The Liberal Party was taking much of the heat over the new airline tax, since the party proposed it, but its deputy leader Ola Elvestuen was unrepetentant. “This criticism is very special in light of the climate negotiations going on in Paris right now,” Elvestuen noted in the NRK debate Tuesday. “We need to motivate people and the country to reduce carbon emissions, and yet here come claims that individual decisions to fly less don’t have any effect. Of course there will be lower emissions if there are fewer flights.”

OSL expansion avoided climate debate
The environmental arguments and climate concerns are also now part of some current, albeit delayed, debate over the billions of kroner the state is spending on major airport expansion projects at Oslo Gardermoen (OSL), in Bergen and elsewhere in Norway. The huge OSL expansion project seemed to avoid much opposition when it was launched in response to huge passenger traffic growth just 13 years after OSLO opened in 1998. Rasmus Hansson, a Member of Parliament for the Greens Party, recently has been among the few politicians questioning the wisdom of such expansion, to accommodate an industry that’s long been considered a major emissions generator.
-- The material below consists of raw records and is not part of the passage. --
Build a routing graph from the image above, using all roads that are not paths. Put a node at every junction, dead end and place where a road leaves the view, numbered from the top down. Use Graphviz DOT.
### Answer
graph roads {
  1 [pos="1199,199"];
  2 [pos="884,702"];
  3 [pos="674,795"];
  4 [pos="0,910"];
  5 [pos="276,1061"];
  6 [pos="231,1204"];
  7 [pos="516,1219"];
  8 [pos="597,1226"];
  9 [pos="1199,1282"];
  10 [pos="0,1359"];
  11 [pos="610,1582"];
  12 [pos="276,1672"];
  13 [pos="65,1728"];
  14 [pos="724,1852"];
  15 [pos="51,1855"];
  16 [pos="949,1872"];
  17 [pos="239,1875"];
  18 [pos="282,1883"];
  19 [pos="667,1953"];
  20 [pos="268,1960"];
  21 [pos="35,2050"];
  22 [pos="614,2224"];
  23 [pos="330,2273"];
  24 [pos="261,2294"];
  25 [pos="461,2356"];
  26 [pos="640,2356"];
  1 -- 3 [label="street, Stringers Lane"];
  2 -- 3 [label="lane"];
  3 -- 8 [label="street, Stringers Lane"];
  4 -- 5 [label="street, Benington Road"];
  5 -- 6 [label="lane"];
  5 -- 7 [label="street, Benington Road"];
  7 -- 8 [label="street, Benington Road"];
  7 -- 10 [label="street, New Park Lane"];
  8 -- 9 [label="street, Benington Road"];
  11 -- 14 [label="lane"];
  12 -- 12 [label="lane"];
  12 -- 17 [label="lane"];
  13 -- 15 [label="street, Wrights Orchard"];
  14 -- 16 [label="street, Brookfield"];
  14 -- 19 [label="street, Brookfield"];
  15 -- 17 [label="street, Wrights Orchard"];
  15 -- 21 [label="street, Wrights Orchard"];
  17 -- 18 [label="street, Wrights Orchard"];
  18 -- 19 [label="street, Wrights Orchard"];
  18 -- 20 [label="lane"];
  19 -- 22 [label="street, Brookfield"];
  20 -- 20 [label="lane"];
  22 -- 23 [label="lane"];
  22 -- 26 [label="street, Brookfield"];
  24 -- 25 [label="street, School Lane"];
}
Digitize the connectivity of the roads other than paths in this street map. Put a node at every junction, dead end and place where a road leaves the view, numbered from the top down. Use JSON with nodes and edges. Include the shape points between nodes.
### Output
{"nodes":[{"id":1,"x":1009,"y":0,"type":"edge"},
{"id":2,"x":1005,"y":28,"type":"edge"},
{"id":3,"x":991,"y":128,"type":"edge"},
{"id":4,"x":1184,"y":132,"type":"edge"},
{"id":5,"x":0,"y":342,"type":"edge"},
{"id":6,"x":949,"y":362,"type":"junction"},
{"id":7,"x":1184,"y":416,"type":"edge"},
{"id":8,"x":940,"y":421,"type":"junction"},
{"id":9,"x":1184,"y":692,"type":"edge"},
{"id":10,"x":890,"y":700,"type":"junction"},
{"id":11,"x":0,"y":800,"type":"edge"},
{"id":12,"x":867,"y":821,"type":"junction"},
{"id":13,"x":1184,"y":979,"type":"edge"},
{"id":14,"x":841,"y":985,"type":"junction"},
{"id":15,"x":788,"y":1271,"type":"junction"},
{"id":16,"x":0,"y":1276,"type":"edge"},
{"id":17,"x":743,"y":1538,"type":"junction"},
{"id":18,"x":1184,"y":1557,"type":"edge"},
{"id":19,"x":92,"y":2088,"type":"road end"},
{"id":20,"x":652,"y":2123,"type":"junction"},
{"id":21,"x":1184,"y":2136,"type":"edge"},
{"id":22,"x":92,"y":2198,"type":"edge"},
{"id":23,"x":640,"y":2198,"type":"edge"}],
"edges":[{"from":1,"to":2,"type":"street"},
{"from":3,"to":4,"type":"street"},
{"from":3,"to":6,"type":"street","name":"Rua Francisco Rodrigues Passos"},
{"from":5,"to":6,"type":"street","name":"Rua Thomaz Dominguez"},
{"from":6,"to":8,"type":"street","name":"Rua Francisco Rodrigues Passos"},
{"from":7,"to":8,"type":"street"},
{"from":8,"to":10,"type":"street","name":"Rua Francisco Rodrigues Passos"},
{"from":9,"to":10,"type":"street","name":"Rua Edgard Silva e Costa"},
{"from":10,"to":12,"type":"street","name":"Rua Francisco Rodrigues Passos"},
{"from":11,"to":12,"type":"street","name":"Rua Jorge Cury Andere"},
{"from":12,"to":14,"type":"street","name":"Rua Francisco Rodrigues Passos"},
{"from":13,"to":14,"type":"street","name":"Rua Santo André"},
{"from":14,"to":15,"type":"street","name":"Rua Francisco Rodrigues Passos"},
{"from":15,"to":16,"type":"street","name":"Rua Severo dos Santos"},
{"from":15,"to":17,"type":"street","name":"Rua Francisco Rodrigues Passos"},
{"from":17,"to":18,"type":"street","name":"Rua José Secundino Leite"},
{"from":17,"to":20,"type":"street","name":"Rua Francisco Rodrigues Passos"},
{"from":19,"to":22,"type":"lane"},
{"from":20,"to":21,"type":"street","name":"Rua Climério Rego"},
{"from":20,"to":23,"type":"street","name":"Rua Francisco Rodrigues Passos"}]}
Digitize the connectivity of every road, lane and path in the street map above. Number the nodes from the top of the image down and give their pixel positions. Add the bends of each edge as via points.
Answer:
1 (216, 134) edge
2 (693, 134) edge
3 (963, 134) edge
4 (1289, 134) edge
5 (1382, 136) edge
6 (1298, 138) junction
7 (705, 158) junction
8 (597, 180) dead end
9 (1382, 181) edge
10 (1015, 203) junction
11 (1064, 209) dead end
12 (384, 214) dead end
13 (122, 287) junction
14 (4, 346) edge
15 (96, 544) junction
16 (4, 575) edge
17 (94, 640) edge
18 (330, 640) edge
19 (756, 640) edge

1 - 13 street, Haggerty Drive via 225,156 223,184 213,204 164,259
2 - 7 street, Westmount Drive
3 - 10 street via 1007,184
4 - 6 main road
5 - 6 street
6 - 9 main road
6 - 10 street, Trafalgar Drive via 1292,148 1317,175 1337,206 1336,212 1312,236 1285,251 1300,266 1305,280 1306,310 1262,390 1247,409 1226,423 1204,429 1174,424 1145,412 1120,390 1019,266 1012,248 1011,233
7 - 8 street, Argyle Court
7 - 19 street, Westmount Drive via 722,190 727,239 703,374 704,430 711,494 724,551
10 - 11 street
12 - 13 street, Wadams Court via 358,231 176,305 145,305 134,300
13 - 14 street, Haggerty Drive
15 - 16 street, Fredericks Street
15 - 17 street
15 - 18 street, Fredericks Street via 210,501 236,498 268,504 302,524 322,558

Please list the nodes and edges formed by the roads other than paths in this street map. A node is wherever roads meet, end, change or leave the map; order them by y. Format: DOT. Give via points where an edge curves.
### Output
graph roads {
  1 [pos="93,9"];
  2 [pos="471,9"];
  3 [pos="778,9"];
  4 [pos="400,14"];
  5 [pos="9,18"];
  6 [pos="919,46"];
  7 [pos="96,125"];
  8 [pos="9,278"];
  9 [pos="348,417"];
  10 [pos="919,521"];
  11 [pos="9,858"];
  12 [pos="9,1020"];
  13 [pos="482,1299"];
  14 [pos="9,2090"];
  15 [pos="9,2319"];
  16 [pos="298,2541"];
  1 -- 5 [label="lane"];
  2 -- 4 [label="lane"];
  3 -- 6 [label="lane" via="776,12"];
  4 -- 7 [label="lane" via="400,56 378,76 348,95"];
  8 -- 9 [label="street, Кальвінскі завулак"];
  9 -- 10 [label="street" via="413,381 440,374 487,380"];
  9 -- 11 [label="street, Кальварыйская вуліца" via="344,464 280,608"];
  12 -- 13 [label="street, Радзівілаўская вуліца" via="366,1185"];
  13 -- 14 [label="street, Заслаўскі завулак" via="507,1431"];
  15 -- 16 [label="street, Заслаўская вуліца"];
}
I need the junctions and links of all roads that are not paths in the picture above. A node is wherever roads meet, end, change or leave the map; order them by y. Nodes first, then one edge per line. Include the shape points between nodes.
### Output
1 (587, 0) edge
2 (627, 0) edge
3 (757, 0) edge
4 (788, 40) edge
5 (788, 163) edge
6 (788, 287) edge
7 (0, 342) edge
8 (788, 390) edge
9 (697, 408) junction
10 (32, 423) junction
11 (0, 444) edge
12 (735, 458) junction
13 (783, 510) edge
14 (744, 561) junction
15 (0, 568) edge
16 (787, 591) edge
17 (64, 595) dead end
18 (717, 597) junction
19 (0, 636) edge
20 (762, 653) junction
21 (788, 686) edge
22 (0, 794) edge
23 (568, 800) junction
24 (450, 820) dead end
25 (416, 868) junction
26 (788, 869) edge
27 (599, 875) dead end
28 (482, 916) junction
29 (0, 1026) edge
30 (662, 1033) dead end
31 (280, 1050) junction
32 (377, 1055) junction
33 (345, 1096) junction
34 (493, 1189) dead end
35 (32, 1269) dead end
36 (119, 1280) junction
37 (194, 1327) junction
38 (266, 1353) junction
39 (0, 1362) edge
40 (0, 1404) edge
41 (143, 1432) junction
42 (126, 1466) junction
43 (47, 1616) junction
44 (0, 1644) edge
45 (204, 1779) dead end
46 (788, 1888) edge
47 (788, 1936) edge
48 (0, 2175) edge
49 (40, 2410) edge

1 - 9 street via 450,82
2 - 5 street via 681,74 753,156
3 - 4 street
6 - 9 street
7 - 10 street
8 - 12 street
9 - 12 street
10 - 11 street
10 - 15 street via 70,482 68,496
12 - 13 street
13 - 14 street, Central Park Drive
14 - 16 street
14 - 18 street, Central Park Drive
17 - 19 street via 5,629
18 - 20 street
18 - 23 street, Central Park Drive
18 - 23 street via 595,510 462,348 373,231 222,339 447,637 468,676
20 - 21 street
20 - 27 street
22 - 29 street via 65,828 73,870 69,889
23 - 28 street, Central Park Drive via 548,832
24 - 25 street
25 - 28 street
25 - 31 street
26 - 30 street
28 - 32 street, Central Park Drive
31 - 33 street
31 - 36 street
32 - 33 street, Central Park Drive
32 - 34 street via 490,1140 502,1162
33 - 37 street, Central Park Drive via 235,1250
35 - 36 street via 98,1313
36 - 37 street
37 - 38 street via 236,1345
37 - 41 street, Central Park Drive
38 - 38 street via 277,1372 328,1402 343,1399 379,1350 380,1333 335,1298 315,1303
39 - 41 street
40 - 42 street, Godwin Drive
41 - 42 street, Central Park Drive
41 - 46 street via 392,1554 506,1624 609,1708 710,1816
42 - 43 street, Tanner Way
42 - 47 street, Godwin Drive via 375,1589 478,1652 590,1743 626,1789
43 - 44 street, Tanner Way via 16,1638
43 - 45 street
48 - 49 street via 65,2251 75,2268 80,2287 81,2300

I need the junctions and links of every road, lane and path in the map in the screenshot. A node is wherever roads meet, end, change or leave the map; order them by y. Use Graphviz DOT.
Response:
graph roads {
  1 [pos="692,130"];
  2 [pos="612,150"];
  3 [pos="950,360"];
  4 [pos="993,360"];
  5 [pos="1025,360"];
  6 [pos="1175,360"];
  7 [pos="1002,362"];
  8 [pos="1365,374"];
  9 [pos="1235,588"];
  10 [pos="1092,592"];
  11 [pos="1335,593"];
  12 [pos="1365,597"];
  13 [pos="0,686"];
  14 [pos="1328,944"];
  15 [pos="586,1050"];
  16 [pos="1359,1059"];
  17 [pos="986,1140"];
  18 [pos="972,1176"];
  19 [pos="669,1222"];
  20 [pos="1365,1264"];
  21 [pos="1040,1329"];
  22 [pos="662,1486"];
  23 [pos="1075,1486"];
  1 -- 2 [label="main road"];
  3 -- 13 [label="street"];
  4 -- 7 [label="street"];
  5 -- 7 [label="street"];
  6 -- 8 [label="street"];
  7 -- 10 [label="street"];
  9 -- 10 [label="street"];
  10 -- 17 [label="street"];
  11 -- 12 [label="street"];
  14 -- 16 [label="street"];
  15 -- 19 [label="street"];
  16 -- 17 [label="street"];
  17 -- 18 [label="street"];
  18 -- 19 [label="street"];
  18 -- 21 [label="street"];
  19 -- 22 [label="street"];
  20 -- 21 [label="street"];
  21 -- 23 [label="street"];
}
The Oslo airport expansion is on schedule, greatly anticipated by the airlines and passengers using Gardermoen, and far beyond the point of no return, but an NHO proposal to also build a third runway at OSL this fall prompted Hansson to call it “one of the dumbest and most irresponsible transport projects in Norway.” Hansson, writing in a commentary in newspaper Dagsavisen earlier this month, reminded NHO that the Norwegian government and the Parliament have committed Norway to cutting its overall carbon emissions by 40 percent during the next 15 years. “One of the most important sources of emissions in Norway is the transport sector,” Hansson wrote. Expanding Oslo’s airport even more, with a third runway, is like “planning to fail” to meet Norway’s climate goals, he claimed.

Jobs at stake
Hansson also debated the proposed airline seat tax on NRK’s nightly national newscast Dagsrevyen on Monday, up against NHO boss Kristin Skogen Lund. He held fast that a tax of NOK 88, however modest, can help discourage all the flying that Norwegians do these days. Lund and her NHO colleagues claim it will threaten thousands of jobs and unfairly tax the residents of places like Alta and Narvik, who don’t have access to trains or many alternate forms of transport. Lund also argued that the tax will in many cases need to be paid by businesses already struggling since the dive in oil prices. Forcing the airlines to shift over to biofuels, Lund claimed, would be a much better way of making airlines more environmentally friendly than taxing them.

Neither the government nor its lead party, the Conservatives, gave in to the criticism from NHO, the airlines and airports. Transport Minister Ketil Solvik-Olsen of the Progress party listened to their arguments, and there will be a round of hearings on the tax proposal, but both Solvik-Olsen and the finance policy spokesman for the Conservatives, Svein Flåtten, claimed the tax would take effect from April 1.

“I never in my wildest fantasies would have believed something like this,” Lothe of NHO fumed on NRK Tuesday morning, “that the Conservatives and the Progress Party would become parties promoting taxes and fees on aviation.”